EnBW-Tochter Hacker haben deutschen Energieversorger angegriffen

Wenn es Hackern gelingt, die Stromversorgung lahmzulegen, hätte das fatale Folgen.

(Foto: dpa)
  • Mutmaßlich russische Hacker sind in das Netz einer Tochter des Stromkonzerns EnBW eingedrungend.
  • Es handelt sich um Netcom BW, einen regionalen Internetanbieter. Das Stromnetz war nicht in Gefahr.
  • Der Angriff könnte der Beginn einer groß angelegten Hackerattacke gewesen sein.
Von Till Krause und Hakan Tanriverdi

Kein Licht, kein Kühlschrank, keine Ampeln - ein langer, flächendeckender Stromausfall in Deutschland würde das öffentliche Leben zum Erliegen bringen. Neben technischen Pannen können mittlerweile auch Hacker für Unterbrechungen im Stromnetz sorgen - eine Gefahr, die immer bedrohlicher wird, da die Hacker ihre technischen Fähigkeiten in den letzten Jahren stark verbessert haben. In der ukrainischen Hauptstadt Kiew gelang es Hackern 2016, den Strom für mehr als eine Stunde abzuschalten und wichtige Anlagen zu zerstören.

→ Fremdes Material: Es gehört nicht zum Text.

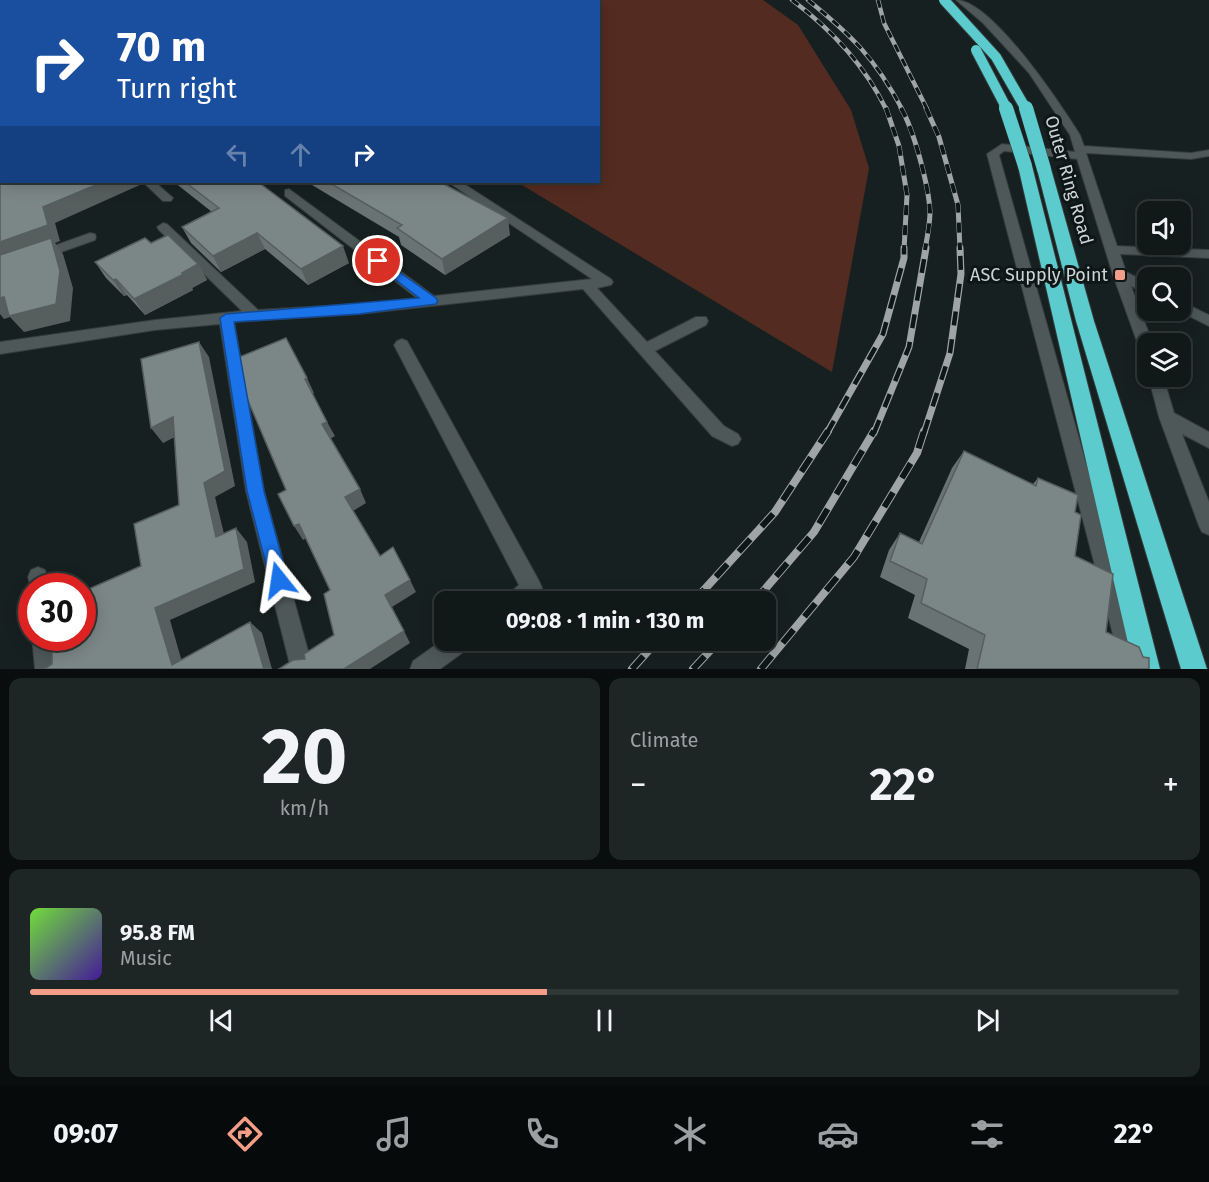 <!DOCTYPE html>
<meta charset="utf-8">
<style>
body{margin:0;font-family:"Fira Sans",sans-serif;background:#1e2525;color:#f1f3f6;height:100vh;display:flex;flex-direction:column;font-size:22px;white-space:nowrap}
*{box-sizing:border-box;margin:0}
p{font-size:20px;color:#9ca0a2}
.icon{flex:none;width:33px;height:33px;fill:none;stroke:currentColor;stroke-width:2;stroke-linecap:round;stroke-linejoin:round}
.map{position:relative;height:669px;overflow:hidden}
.side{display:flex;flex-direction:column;gap:9px;padding:9px;background:#090d0d;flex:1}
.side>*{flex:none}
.guide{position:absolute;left:0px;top:0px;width:600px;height:183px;box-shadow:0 3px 15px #0003,0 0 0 2px #303737;background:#1a4fa0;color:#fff;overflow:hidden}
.fabs{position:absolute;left:1137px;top:201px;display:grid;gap:12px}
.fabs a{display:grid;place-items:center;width:54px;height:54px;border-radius:12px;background:#111818;box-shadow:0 3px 15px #0003,0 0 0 2px #303737;font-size:30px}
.speed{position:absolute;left:18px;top:573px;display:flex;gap:12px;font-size:30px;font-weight:700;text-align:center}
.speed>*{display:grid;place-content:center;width:78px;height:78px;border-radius:50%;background:#111818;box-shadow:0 3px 15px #0003,0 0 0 2px #303737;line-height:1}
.speed .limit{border:9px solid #d22;background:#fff;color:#111}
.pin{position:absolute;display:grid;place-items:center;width:51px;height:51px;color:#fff;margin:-26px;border:3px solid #fff;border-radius:50%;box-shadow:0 2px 6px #0007}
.me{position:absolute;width:66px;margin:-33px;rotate:345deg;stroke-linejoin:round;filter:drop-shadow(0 0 4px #0008)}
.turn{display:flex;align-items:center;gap:21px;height:126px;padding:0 18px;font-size:27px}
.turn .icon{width:78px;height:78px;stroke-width:2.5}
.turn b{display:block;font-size:42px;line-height:51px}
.lanes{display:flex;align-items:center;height:57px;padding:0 18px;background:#0003;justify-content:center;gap:30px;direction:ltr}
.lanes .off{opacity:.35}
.big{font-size:45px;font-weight:700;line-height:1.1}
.side .card{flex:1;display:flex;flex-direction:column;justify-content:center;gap:9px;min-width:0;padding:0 21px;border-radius:12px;background:#1e2525}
.side .dial{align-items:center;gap:0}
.dial b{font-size:78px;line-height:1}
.song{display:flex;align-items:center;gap:18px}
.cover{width:72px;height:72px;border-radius:9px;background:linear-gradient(135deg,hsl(100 70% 55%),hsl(260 70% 35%))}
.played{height:6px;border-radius:3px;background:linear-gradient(90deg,#f49e87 45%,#303737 45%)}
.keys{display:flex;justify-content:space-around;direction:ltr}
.heat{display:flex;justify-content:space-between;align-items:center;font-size:33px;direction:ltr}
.side .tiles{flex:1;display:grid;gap:9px;grid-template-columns:1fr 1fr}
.card:last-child{grid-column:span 2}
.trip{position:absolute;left:434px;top:591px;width:342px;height:60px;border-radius:12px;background:#111818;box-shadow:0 3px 15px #0003,0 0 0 2px #303737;font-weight:700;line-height:60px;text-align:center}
.dock{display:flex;height:96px;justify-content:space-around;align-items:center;background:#070a0a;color:#9ca0a2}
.dock .icon{width:42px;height:42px}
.dock .selected{color:#f49e87}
.dock b{font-size:27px;color:#f1f3f6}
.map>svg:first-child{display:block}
.green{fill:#542b20}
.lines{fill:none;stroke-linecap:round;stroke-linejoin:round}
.minor-casing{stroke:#343b3b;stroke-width:2}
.highway-casing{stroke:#343b3b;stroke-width:2}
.minor{fill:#4e5858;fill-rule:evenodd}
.highway{fill:#5ccbce;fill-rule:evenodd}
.rail-far3-casing{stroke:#9fa5a5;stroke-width:4.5}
.rail-far2-casing{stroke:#9fa5a5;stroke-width:5}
.rail-far1-casing{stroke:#9fa5a5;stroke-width:7}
.rail-casing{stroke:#9fa5a5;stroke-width:8}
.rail-far3{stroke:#0e1717;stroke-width:3;stroke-dasharray:8;stroke-linecap:butt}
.rail-far2{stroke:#0e1717;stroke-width:4;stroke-dasharray:10;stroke-linecap:butt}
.rail-far1{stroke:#0e1717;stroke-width:4.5;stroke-dasharray:14;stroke-linecap:butt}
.rail{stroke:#0e1717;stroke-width:6;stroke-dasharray:17;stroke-linecap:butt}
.highway-bridge-far1-casing{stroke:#343b3b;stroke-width:12;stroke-linecap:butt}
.highway-bridge-casing{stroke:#343b3b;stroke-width:15;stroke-linecap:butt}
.highway-bridge-far1{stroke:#5ccbce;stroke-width:10}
.highway-bridge{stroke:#5ccbce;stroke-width:14}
.wall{fill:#6a7373}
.shaded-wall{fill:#565e5e}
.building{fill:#7b8686;stroke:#565e5e;stroke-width:1.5}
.route{fill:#1a73e8;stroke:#114b97;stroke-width:1.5}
.poi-dot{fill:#f49e87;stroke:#0e1717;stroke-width:2}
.labels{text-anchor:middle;stroke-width:6;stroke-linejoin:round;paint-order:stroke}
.street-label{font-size:18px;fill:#cfd5d5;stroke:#0e1717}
.poi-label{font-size:18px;fill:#cfd5d5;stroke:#0e1717;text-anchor:end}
</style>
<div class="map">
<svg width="1209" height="669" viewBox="0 0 1209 669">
<rect width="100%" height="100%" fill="#172020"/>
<path class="green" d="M 503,0 L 763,0 L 798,25 L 851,110 L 869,168 L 832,372 L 517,182 L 598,182 L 598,2 Z"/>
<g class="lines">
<defs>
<path id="minor" d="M 171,0 L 180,0 L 182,2 L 172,2 Z
M 272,0 L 280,0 L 280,2 L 272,2 Z
M 956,0 C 992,0 1061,105 1080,135 L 1084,146 L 1191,153 L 1209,150 L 1209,156 L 1191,159 L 1086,153 L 1117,246 L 1209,250 L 1209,258 L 1120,254 L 1126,272 L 1148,283 L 1148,294 L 1131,286 L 1153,344 L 1148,344 L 1148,355 L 1143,354 L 1140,350 L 1113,275 L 1077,159 L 1004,151 L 999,155 L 1144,669 L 1122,669 L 987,154 L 1002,144 L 1075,152 L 1070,135 L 1029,73 L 983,23 Z
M 0,91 L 2,91 L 2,97 L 0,97 Z
M 143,182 L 155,182 L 173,198 L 171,201 L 163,201 Z
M 448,182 L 461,182 L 611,279 L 613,282 L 611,285 L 597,288 L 647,342 L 696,317 L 706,317 L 708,321 L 706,325 L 655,351 L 724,426 L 738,434 L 741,439 L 738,444 L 732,446 L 712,436 L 583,289 L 359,314 L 234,322 L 264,491 L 313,669 L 291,669 L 246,491 L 220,324 L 155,330 L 0,354 L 0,342 L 155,320 L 242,311 L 159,230 L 157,227 L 163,223 L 167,224 L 258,310 L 359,304 L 417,298 L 285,196 L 285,190 L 289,189 L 434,296 L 592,279 Z
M 90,233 L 95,234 L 96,237 L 95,240 L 42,259 L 35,255 L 37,252 Z
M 1180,301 L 1209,315 L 1209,326 L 1177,310 L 1180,310 Z
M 402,339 L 407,341 L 539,581 L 542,588 C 535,605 520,602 504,602 L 507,595 L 519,585 L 394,345 L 397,341 Z
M 1148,375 L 1163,376 L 1174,413 L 1209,432 L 1209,448 L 1182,434 L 1209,502 L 1209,535 L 1202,532 L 1199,526 L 1159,417 Z
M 38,567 L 45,570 L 49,586 L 32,586 L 32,592 L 28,577 L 31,570 Z
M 32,638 L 54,638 L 57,669 L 35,669 Z
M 444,639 L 472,640 L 469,648 L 440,669 L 410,669 L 413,661 Z"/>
<path id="highway" d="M 1025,162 L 1032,166 L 1160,669 L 1134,669 L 1018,166 Z
M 1044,165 L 1051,169 L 1094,321 L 1207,669 L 1181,669 L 1076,321 L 1037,169 Z"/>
</defs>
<use href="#minor" class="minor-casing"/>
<use href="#highway" class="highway-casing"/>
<use href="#minor" class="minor"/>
<use href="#highway" class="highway"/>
<defs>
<path id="rail-far3" d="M 792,0 C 832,30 864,64 886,109
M 808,0 C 852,36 875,58 902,109
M 878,0 L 884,23 L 927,109"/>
<path id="rail-far2" d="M 886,108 L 899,146 L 907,195 L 904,250
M 901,108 C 914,130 929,187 930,212 C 930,224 927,238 925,250
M 926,108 L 939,137 L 958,205 L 960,250"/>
<path id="rail-far1" d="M 827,433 L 883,334 L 904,258 L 904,248
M 874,433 L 909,347 L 926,248
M 924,433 L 950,353 L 961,274 L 960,248"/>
<path id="rail" d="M 693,602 L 775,512 L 828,431
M 754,602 L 814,532 L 874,431
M 632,669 L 658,640
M 693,669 L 720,640
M 761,669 L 854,557 L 917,453 L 924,431"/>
</defs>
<use href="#rail-far3" class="rail-far3-casing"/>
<use href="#rail-far2" class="rail-far2-casing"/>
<use href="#rail-far1" class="rail-far1-casing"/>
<use href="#rail" class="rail-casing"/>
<use href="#rail-far3" class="rail-far3"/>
<use href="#rail-far2" class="rail-far2"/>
<use href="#rail-far1" class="rail-far1"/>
<use href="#rail" class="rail"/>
<defs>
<path id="highway-bridge-far1" d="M 944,0 L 996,57 L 1026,109
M 976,50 L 1007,109"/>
<path id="highway-bridge" d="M 1006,108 L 1025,166
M 1026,108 L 1044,169"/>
</defs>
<use href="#highway-bridge-far1" class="highway-bridge-far1-casing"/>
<use href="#highway-bridge" class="highway-bridge-casing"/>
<use href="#highway-bridge-far1" class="highway-bridge-far1"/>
<use href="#highway-bridge" class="highway-bridge"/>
</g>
<path class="wall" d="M 194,0 L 234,0 L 230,2 L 197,2 Z
M 174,182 L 258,182 L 349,263 L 308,285 L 265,249 L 221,272 L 191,243 L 182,227 L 212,212 Z
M 307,182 L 440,182 L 510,235 L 445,275 L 401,245 L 399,237 Z
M 151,243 L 198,264 L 207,280 L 192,288 L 193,290 L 145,315 L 127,295 L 124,296 L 106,278 L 95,262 Z
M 964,451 L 1033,484 L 1038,478 L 1075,512 L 1075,556 L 1106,632 L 1143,657 L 1149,669 L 965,669 L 969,649 L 908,618 L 915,595 L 880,577 L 889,550 L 900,533 L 919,542 L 952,468 Z"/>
<path class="shaded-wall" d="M 154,0 L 163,0 L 162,2 L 153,2 Z
M 207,0 L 234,0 L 230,2 L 207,2 Z
M 0,78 L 2,78 L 2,90 L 0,90 Z
M 0,118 L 2,120 L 2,129 L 0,129 Z
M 103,182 L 142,182 L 142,184 L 55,223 L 60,241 L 55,243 L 63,254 L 73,288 L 70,321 L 24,332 L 10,317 L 4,319 L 0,314 L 0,242 L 43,207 Z
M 508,218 L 510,235 L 445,275 L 442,259 Z
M 257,233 L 265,249 L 221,272 L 213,256 Z
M 343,246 L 349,263 L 308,285 L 301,269 Z
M 198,264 L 207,280 L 192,288 L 193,290 L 145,315 L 134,299 Z
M 116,279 L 127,295 L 124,296 L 113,280 Z
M 199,342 L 209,357 L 235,486 L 215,497 L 228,550 L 216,537 L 204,483 Z
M 307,378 L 314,393 L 312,394 L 305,379 Z
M 173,417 L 185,432 L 163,443 L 151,428 Z
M 327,422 L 335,436 L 330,439 L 322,424 Z
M 360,489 L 366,503 L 353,511 L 345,497 Z
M 299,524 L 308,537 L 303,540 L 294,526 Z
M 236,528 L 247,542 L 255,582 L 170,620 L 184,669 L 172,665 L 155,608 Z
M 410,580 L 416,592 L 392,607 L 410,643 L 370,669 L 344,669 L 385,595 Z
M 250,622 L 262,633 L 272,669 L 264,669 Z"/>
<path class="building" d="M 0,0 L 154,0 L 153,2 L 2,2 L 2,78 L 0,78 Z
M 0,162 L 2,162 L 2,182 L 103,182 L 43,207 L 48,225 L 0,242 Z
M 185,182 L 258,182 L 343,246 L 301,269 L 257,233 L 213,256 L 182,227 L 219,208 Z
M 328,182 L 440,182 L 508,218 L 442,259 L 397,228 L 402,225 Z
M 168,235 L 198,264 L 182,273 L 184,274 L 134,299 L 116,279 L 113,280 L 95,262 L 145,238 L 151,243 Z
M 51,238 L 60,271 L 56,304 L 9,316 L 4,297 L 0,298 L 0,255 Z
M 286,338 L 307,378 L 305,379 L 327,422 L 322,424 L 360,489 L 345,497 L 380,556 L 393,547 L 410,580 L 385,595 L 404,631 L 344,669 L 279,669 L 293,660 L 305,659 L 304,654 L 334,635 L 324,594 L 330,590 L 299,524 L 294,526 L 278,494 L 286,490 L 241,384 L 237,358 Z
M 199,342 L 225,471 L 204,483 L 216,537 L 236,528 L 244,569 L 155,608 L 172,665 L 250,622 L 264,669 L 44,669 L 52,664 L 52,638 L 82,638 L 82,592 L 141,566 L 134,524 L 179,505 L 173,417 L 151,428 L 141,359 Z
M 964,451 L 1036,486 L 1038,478 L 1078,495 L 1075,512 L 1081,515 L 1075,556 L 1113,574 L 1106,632 L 1139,647 L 1143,657 L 1149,658 L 1149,669 L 977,669 L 985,635 L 921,603 L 927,579 L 890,561 L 900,533 L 922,544 Z"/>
<path class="route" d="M 378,257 L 436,298 L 438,301 L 436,304 L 359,314 L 234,322 L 264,491 L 288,580 L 286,586 L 279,589 L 272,586 L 270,580 L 247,491 L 220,318 L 226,314 L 419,298 L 374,263 L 372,261 Z"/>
<rect class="poi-dot" x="1114" y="269" width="12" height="12" rx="3"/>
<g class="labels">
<g class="street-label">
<text transform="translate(1069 180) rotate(74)" y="6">Outer Ring Road</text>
</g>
<g class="poi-label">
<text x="1108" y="281">ASC Supply Point</text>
</g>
</g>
</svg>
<div class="fabs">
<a><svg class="icon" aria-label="sound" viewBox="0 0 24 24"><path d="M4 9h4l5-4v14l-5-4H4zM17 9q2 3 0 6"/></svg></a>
<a><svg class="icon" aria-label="search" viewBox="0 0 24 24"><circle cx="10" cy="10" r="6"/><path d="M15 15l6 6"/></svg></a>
<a><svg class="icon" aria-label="layers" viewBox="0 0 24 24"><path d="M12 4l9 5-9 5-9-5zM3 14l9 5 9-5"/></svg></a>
</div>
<div class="speed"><div class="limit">30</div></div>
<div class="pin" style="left:378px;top:261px;background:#d93025"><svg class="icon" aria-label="arrive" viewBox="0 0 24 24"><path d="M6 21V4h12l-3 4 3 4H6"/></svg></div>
<svg class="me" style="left:279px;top:580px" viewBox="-20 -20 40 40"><path d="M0-17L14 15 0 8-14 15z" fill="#1a73e8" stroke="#fff" stroke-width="4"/></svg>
<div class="trip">09:08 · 1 min · 130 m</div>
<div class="guide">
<div class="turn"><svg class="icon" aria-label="right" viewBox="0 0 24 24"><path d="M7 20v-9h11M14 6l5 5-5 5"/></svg><div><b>70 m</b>Turn right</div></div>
<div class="lanes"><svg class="icon off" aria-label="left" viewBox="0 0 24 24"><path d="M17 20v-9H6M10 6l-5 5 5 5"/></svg><svg class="icon off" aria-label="ahead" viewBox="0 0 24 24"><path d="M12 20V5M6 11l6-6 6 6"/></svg><svg class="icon" aria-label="right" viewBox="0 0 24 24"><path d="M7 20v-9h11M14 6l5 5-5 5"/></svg></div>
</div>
</div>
<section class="side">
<div class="tiles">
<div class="card dial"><b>20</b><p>km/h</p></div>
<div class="card"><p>Climate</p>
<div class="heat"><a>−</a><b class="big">22°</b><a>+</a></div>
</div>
<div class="card">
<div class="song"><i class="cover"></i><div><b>95.8 FM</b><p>Music</p></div></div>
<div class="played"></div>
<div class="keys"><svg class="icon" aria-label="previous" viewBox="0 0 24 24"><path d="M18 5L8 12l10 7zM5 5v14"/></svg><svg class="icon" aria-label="pause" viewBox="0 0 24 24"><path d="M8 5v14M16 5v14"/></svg><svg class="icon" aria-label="next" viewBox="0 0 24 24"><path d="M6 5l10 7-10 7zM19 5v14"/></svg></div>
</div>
</div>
</section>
<nav class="dock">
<b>09:07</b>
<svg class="icon selected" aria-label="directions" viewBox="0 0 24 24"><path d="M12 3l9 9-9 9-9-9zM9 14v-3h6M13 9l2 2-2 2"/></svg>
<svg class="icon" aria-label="music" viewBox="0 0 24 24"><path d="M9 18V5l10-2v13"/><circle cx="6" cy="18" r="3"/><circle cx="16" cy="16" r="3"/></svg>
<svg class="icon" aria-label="phone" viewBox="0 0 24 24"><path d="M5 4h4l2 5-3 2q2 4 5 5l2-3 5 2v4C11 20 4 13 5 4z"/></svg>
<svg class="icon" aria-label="climate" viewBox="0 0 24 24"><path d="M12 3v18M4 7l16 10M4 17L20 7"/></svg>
<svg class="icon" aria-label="car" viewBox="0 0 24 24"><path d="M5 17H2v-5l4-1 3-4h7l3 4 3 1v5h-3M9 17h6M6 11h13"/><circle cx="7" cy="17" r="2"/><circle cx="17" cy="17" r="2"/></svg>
<svg class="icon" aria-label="filters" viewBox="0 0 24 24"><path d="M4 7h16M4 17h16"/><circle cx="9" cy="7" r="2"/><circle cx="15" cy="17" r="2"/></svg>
<b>22°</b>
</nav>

Immer wieder betonen Experten, dass auch das deutsche Netz angreifbar sei. Recherchen der Süddeutschen Zeitung und des SZ-Magazins haben nun ergeben, dass unbekannte Hacker im Sommer 2017 in das Netz einer Tochterfirma des Stromkonzerns EnBW eindrangen.

Dabei gelang es den Angreifern aber nicht, auf Netze zuzugreifen, die die Energieversorgung regeln. Bei der Firma handelt es sich um Netcom BW, einen regionalen Internetanbieter. Das bestätigten sechs Quellen der SZ. Mittlerweile liegt das Verfahren beim Generalbundesanwalt. Auf Nachfrage hieß es dort, man wolle den Fall nicht kommentieren, da noch Ermittlungen liefen.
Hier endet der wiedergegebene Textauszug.